How To
Summary
This document covers the steps to migrate OSDs and Monitors from VSAN to Passthrough devices.
Environment
Steps
Make sure your cluster is healthy. To migrate to passthrough devices you' must add NVMe/PCIe devices to your worker node VMs.
Note:
- Identify the node
- Mark the node as unschedulable
$ oc adm cordon <node_name>
- Drain the node
$ oc adm drain <node_name> --force --delete-emptydir-data=true --ignore-daemonset - NOTE: This activity might take at least 5 - 10 minutes. Ceph warnings during this period are temporary and are automatically resolved when the node is labeled and returns to service.
- Add NVMe controller, PCIe device, and HDD (for Monitors) as shown below
- Repeat these steps for all nodes that host or may in the future host OSD and Monitor pods.
Preparing the drives
The NVMe devices must not be used for any other purpose. The drives should appear like in Figure 1 - Attached, and Not Consumed
Figure 1: The NVMe device is Attached and Not Consumed. Select the available NVMe device and note the multipath path. In this example it shows:
Path Selection Policy Fixed (VMware) - Preferred Path (vmhba2:C0:T0:L0)

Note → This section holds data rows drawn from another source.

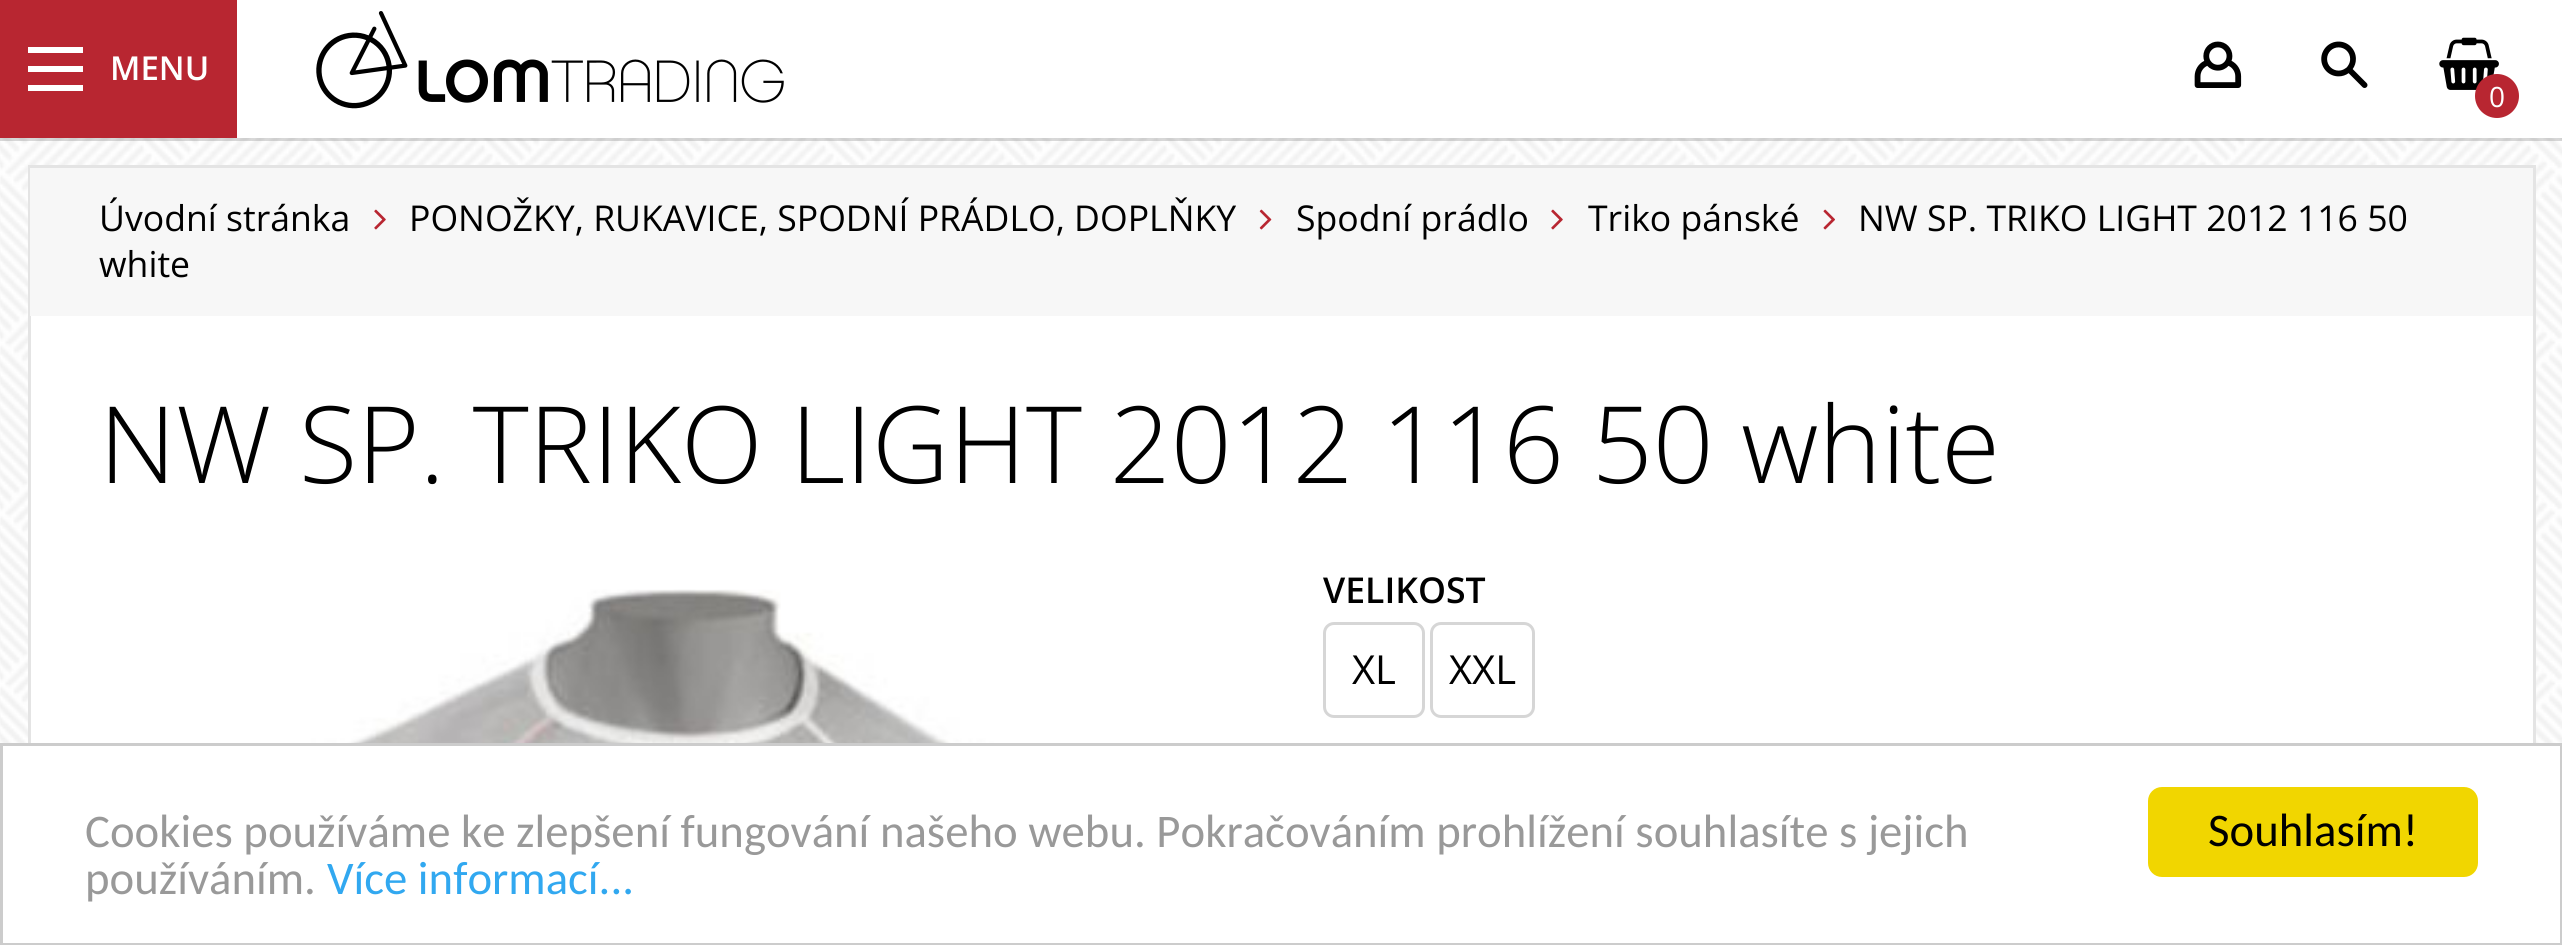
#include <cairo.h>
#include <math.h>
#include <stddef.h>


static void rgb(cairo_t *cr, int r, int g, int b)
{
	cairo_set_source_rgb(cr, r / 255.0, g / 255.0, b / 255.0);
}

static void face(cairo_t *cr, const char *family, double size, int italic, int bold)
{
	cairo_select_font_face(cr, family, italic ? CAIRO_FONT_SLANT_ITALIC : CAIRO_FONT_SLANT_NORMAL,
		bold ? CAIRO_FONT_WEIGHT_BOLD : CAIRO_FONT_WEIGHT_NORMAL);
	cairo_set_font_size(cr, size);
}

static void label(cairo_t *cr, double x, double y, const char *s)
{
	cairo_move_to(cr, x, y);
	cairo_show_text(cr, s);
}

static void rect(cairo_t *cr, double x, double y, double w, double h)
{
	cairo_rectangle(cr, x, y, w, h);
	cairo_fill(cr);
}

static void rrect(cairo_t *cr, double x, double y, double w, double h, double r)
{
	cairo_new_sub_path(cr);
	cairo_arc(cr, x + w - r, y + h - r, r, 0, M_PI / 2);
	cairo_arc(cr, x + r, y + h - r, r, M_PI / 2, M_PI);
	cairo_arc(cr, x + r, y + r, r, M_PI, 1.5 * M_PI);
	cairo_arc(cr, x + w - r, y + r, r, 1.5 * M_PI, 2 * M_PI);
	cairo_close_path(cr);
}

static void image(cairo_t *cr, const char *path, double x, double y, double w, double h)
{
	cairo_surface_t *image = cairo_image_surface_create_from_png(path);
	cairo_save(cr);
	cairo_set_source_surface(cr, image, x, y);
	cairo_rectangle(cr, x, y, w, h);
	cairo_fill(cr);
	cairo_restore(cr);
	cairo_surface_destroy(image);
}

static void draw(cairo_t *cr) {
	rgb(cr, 255, 255, 255);
	cairo_paint(cr);
	image(cr, "image0.png", 0, 138, 2562, 605);
	cairo_set_source_rgba(cr, 0, 0, 0, 0.15);
	rect(cr, 0, 138, 2562, 3);
	rgb(cr, 184, 38, 49);
	rect(cr, 0, 0, 237, 138);
	rgb(cr, 255, 255, 255);
	rect(cr, 28, 47, 55, 6);
	rect(cr, 28, 66, 55, 6);
	rect(cr, 28, 85, 55, 6);
	face(cr, "Open Sans SemiBold", 33, 0, 0);
	label(cr, 110, 80, "MENU");
	image(cr, "image1.png", 316, 11, 468, 98);
	image(cr, "image2.png", 2194, 41, 48, 47);
	image(cr, "image3.png", 2321, 41, 47, 47);
	image(cr, "image4.png", 2439, 37, 60, 53);
	rgb(cr, 184, 38, 49);
	cairo_arc(cr, 2497, 96, 20.5, 0, 2 * M_PI);
	cairo_fill_preserve(cr);
	cairo_set_line_width(cr, 3);
	cairo_stroke(cr);
	face(cr, "Open Sans", 28, 0, 0);
	rgb(cr, 255, 255, 255);
	label(cr, 2489, 107, "0");
	rect(cr, 31, 316, 2502, 427);
	cairo_rectangle(cr, 29.5, 166.5, 2505, 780);
	rgb(cr, 228, 228, 228);
	cairo_stroke(cr);
	rgb(cr, 247, 247, 247);
	rect(cr, 30, 168, 2503, 148);
	face(cr, "Open Sans", 35.6, 0, 0);
	rgb(cr, 0, 0, 0);
	label(cr, 99, 231, "Úvodní stránka");
	image(cr, "image5.png", 374, 209, 12, 21);
	label(cr, 409, 231, "PONOŽKY, RUKAVICE, SPODNÍ PRÁDLO, DOPLŇKY");
	image(cr, "image6.png", 1259, 209, 13, 21);
	label(cr, 1296, 231, "Spodní prádlo");
	image(cr, "image5.png", 1551, 209, 12, 21);
	label(cr, 1588, 231, "Triko pánské");
	image(cr, "image7.png", 1823, 209, 12, 21);
	label(cr, 1858, 231, "NW SP. TRIKO LIGHT 2012 116 50");
	label(cr, 99, 277, "white");
	face(cr, "Open Sans Light", 106.75, 0, 0);
	label(cr, 99, 483, "NW SP. TRIKO LIGHT 2012 116 50 white");
	image(cr, "image8.png", 260, 589, 817, 154);
	face(cr, "Open Sans SemiBold", 35.6, 0, 0);
	label(cr, 1323, 603, "VELIKOST");
	rrect(cr, 1324.5, 623.5, 99, 93, 9.5);
	rgb(cr, 214, 214, 214);
	cairo_stroke(cr);
	face(cr, "Open Sans", 40, 0, 0);
	rgb(cr, 0, 0, 0);
	label(cr, 1352, 684, "XL");
	rrect(cr, 1431.5, 623.5, 102, 93, 9.5);
	rgb(cr, 214, 214, 214);
	cairo_stroke(cr);
	rgb(cr, 0, 0, 0);
	label(cr, 1449, 684, "XXL");
	rgb(cr, 255, 255, 255);
	rect(cr, 28, 746, 2508, 197);
	cairo_rectangle(cr, 1.5, 744.5, 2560, 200);
	rgb(cr, 204, 204, 204);
	cairo_stroke(cr);
	face(cr, "Carlito", 46.75, 0, 0);
	rgb(cr, 153, 153, 153);
	label(cr, 85, 847, "Cookies používáme ke zlepšení fungování našeho webu. Pokračováním prohlížení souhlasíte s jejich");
	label(cr, 85, 894, "používáním.");
	rgb(cr, 49, 168, 240);
	label(cr, 327, 894, "Více informací...");
	rgb(cr, 241, 214, 0);
	rrect(cr, 2148, 787, 330, 90, 14);
	cairo_fill(cr);
	rgb(cr, 0, 0, 0);
	label(cr, 2208, 846, "Souhlasím!");
}

int main(void) {
	cairo_surface_t *surface = cairo_image_surface_create(CAIRO_FORMAT_RGB24, 2562, 945);
	cairo_t *cr = cairo_create(surface);
	cairo_font_options_t *options = cairo_font_options_create();
	cairo_font_options_set_hint_metrics(options, CAIRO_HINT_METRICS_OFF);
	cairo_font_options_set_hint_style(options, CAIRO_HINT_STYLE_NONE);
	cairo_set_font_options(cr, options);
	cairo_set_miter_limit(cr, 4);
	draw(cr);
	cairo_surface_write_to_png(surface, "render.png");
	cairo_font_options_destroy(options);
	cairo_destroy(cr);
	cairo_surface_destroy(surface);
	return 0;
}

Ensure the SSH service is available. In the host configuration screen, go to System → Services. Find the SSH service in the list and ensure it is Running
Figure 2: The SSH service must be running
Connect to the vSphere host via SSH as the root user and with the password you set during installation. Once connected, execute:
# lspci | grep NVMe
0000:af:00.0 Non-Volatile memory controller: Intel Corporation NVMe Datacenter SSD [3DNAND] 1.6TB 2.5" U.2 (P4600) [vmhba1]

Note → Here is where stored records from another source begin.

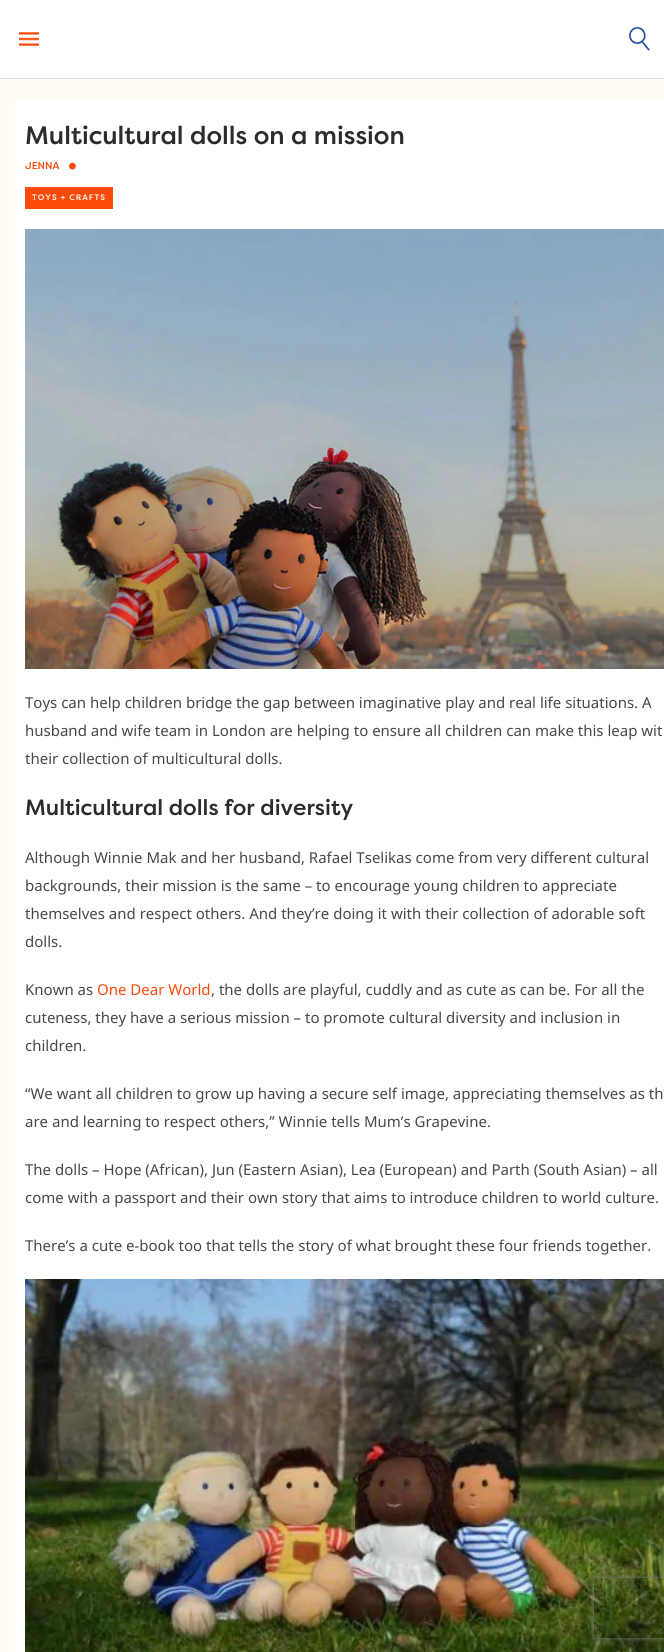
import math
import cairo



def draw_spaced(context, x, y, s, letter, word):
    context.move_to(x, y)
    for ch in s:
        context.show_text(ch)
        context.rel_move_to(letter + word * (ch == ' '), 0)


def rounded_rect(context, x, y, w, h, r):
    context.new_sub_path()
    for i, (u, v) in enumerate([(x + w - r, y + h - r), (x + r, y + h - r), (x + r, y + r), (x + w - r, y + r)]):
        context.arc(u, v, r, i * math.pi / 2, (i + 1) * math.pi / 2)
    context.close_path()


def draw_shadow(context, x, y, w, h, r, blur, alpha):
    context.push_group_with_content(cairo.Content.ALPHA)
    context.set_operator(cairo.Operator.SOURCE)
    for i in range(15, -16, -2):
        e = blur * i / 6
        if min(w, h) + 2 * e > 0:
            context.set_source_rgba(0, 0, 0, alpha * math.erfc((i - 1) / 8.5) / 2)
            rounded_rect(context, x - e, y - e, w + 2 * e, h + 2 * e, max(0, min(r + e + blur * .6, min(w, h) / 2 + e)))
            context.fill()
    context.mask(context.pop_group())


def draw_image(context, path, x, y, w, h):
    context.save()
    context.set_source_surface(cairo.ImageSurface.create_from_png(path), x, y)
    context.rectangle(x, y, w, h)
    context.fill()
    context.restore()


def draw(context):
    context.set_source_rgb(1, 252 / 255, 245 / 255)
    context.paint()
    context.set_source_rgb(1, 1, 1)
    context.rectangle(0, 0, 664, 78)
    context.fill()
    context.set_source_rgb(221 / 255, 221 / 255, 221 / 255)
    context.rectangle(0, 78, 664, 1)
    context.fill()
    draw_image(context, "images/1.png", 19, 32, 20, 14)
    draw_image(context, "images/2.png", 629, 27, 21, 24)
    context.set_source_rgb(1, 1, 1)
    context.rectangle(15, 99, 649, 1553)
    context.fill()
    draw_image(context, "images/3.png", 69, 162, 7, 8)
    context.set_source_rgb(252 / 255, 74 / 255, 10 / 255)
    context.rectangle(25, 187, 88, 22)
    context.fill()
    draw_image(context, "images/4.png", 25, 229, 639, 440)
    draw_image(context, "images/5.png", 25, 1279, 639, 373)
    context.save()
    context.set_fill_rule(cairo.FillRule.EVEN_ODD)
    context.new_path()
    context.move_to(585, 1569)
    context.line_to(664, 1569)
    context.line_to(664, 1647)
    context.line_to(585, 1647)
    context.close_path()
    context.move_to(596, 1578)
    context.line_to(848, 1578)
    context.curve_to(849, 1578, 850, 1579, 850, 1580)
    context.line_to(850, 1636)
    context.curve_to(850, 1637, 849, 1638, 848, 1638)
    context.line_to(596, 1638)
    context.curve_to(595, 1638, 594, 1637, 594, 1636)
    context.line_to(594, 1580)
    context.curve_to(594, 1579, 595, 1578, 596, 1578)
    context.close_path()
    context.clip()
    context.set_source_rgb(128 / 255, 128 / 255, 128 / 255)
    draw_shadow(context, 594, 1578, 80, 60, 2, 2.5, 1)
    context.restore()
    context.select_font_face("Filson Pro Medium")
    context.set_font_size(25.25)
    context.set_source_rgb(44 / 255, 44 / 255, 44 / 255)
    context.move_to(25, 144)
    context.show_text("Multicultural dolls on a mission")
    context.set_font_size(10)
    context.set_source_rgb(252 / 255, 74 / 255, 10 / 255)
    context.move_to(25, 169)
    context.show_text("JENNA")
    context.set_font_size(8)
    context.set_source_rgb(1, 1, 1)
    draw_spaced(context, 32, 200, "TOYS + CRAFTS", 1, 0)
    context.select_font_face("Noto Sans")
    context.set_font_size(15)
    context.set_source_rgb(72 / 255, 72 / 255, 72 / 255)
    context.move_to(25, 708)
    context.show_text("Toys can help children bridge the gap between imaginative play and real life situations. A")
    context.move_to(25, 736)
    context.show_text("husband and wife team in London are helping to ensure all children can make this leap wit")
    context.move_to(25, 764)
    context.show_text("their collection of multicultural dolls.")
    context.select_font_face("Filson Pro Medium")
    context.set_font_size(22)
    context.set_source_rgb(44 / 255, 44 / 255, 44 / 255)
    context.move_to(25, 815)
    context.show_text("Multicultural dolls for diversity")
    context.select_font_face("Noto Sans")
    context.set_font_size(15)
    context.set_source_rgb(72 / 255, 72 / 255, 72 / 255)
    context.move_to(25, 863)
    context.show_text("Although Winnie Mak and her husband, Rafael Tselikas come from very different cultural")
    context.move_to(25, 891)
    context.show_text("backgrounds, their mission is the same – to encourage young children to appreciate")
    context.move_to(25, 919)
    context.show_text("themselves and respect others. And they’re doing it with their collection of adorable soft")
    context.move_to(25, 947)
    context.show_text("dolls.")
    context.move_to(25, 995)
    context.show_text("Known as")
    context.set_source_rgb(252 / 255, 74 / 255, 10 / 255)
    context.move_to(97, 995)
    context.show_text("One Dear World")
    context.set_source_rgb(72 / 255, 72 / 255, 72 / 255)
    context.move_to(211, 995)
    context.show_text(", the dolls are playful, cuddly and as cute as can be. For all the")
    context.move_to(25, 1023)
    context.show_text("cuteness, they have a serious mission – to promote cultural diversity and inclusion in")
    context.move_to(25, 1051)
    context.show_text("children.")
    context.move_to(25, 1099)
    context.show_text("“We want all children to grow up having a secure self image, appreciating themselves as th")
    context.move_to(25, 1127)
    context.show_text("are and learning to respect others,” Winnie tells Mum’s Grapevine.")
    context.move_to(25, 1175)
    context.show_text("The dolls – Hope (African), Jun (Eastern Asian), Lea (European) and Parth (South Asian) – all")
    context.move_to(25, 1203)
    context.show_text("come with a passport and their own story that aims to introduce children to world culture.")
    context.move_to(25, 1251)
    context.show_text("There’s a cute e-book too that tells the story of what brought these four friends together.")


surface = cairo.ImageSurface(cairo.Format.RGB24, 664, 1652)
context = cairo.Context(surface)
options = cairo.FontOptions()
options.set_hint_metrics(cairo.HintMetrics.OFF)
options.set_hint_style(cairo.HintStyle.NONE)
context.set_font_options(options)
context.set_miter_limit(4)
draw(context)
surface.write_to_png("out.png")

0000:b0:00.0 Non-Volatile memory controller: Intel Corporation NVMe Datacenter SSD [3DNAND] 1.6TB 2.5" U.2 (P4600) [vmhba2]
0000:b1:00.0 Non-Volatile memory controller: Intel Corporation NVMe Datacenter SSD [3DNAND] 1.6TB 2.5" U.2 (P4600) [vmhba3]
0000:b2:00.0 Non-Volatile memory controller: Intel Corporation NVMe Datacenter SSD [3DNAND] 1.6TB 2.5" U.2 (P4600) [vmhba4]
0000:d8:00.0 Non-Volatile memory controller: Intel Corporation NVMe Datacenter SSD [3DNAND] 1.6TB 2.5" U.2 (P4600) [vmhba5]
0000:d9:00.0 Non-Volatile memory controller: Intel Corporation NVMe Datacenter SSD [3DNAND] 1.6TB 2.5" U.2 (P4600) [vmhba6]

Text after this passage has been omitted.